## Records provided
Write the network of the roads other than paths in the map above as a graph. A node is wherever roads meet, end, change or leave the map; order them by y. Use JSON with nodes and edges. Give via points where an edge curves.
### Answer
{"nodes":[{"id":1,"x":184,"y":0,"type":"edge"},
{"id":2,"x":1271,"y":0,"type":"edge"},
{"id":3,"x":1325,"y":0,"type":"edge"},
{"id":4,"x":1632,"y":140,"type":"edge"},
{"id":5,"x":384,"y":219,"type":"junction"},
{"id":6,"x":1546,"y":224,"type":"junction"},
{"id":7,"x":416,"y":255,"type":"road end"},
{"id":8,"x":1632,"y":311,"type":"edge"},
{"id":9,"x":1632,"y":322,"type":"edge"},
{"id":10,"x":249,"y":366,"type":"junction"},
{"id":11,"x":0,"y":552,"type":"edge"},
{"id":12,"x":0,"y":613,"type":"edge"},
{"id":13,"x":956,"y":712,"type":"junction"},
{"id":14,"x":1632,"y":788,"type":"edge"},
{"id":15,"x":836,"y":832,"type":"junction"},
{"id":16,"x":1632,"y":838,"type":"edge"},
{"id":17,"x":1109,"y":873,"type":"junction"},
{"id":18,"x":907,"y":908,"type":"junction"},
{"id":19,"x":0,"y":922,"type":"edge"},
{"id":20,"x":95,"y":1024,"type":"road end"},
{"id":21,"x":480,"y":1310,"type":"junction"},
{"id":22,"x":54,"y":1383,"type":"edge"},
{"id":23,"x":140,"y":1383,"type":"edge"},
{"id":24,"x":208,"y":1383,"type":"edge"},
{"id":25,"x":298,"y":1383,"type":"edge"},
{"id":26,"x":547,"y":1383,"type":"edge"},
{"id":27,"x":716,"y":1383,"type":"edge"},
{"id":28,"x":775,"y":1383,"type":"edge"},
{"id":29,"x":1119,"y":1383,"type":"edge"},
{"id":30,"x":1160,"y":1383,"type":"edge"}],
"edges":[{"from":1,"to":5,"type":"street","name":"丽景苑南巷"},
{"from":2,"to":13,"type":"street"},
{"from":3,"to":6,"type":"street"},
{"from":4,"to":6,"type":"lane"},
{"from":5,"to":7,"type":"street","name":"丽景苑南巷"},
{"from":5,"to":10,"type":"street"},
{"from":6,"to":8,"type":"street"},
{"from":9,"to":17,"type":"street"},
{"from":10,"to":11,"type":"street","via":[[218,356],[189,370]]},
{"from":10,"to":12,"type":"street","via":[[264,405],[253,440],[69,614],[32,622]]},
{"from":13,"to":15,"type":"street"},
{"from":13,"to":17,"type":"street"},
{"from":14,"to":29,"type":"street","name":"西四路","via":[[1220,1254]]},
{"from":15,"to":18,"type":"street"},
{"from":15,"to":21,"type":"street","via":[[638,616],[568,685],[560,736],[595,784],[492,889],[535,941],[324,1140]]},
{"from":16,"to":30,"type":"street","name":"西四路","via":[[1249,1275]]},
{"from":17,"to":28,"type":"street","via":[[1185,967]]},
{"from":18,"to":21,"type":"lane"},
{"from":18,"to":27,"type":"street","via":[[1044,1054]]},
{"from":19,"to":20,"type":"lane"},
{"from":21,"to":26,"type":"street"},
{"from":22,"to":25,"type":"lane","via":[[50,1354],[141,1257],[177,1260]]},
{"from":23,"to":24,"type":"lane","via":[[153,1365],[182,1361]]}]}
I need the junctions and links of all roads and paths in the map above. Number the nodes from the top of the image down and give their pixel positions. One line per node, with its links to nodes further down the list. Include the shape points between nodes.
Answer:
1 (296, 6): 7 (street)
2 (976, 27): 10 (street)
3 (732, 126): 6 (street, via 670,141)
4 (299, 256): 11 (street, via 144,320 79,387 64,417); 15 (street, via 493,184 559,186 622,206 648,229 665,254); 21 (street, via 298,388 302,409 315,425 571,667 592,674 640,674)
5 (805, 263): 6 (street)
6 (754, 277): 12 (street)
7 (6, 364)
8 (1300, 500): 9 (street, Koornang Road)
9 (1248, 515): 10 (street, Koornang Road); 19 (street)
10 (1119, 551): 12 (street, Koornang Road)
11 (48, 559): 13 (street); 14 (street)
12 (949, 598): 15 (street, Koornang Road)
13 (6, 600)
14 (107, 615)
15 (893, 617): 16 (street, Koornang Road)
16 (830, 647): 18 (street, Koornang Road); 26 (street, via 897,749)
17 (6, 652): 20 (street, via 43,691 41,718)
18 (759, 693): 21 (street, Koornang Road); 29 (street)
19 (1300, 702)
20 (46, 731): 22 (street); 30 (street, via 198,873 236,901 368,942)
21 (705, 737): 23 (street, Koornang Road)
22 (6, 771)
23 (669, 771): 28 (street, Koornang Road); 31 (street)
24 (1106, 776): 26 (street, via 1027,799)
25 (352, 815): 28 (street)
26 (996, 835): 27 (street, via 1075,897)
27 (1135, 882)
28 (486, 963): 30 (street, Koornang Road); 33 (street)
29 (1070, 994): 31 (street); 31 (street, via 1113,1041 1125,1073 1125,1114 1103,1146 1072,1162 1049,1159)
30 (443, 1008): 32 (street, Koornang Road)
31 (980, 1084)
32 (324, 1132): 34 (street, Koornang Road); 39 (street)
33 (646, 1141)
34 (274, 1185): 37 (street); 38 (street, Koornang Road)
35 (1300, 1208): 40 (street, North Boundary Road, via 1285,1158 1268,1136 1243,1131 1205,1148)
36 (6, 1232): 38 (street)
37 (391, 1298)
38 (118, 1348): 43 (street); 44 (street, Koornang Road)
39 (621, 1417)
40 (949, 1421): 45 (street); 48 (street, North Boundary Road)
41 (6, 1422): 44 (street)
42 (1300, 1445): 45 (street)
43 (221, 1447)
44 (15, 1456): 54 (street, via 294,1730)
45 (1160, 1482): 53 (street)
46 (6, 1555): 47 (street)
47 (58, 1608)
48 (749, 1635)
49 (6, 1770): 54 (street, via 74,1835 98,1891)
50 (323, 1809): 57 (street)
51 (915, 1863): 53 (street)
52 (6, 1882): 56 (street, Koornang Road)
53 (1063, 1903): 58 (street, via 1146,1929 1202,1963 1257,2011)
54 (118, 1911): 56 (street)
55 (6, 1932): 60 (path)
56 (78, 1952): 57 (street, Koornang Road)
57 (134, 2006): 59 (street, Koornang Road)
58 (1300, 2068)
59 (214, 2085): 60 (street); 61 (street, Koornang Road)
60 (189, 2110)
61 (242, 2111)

## Work to complete
Search the data for the word "Boundary" and copy each line where it appears.

## Answer to this exercise
35 (1300, 1208): 40 (street, North Boundary Road, via 1285,1158 1268,1136 1243,1131 1205,1148)
40 (949, 1421): 45 (street); 48 (street, North Boundary Road)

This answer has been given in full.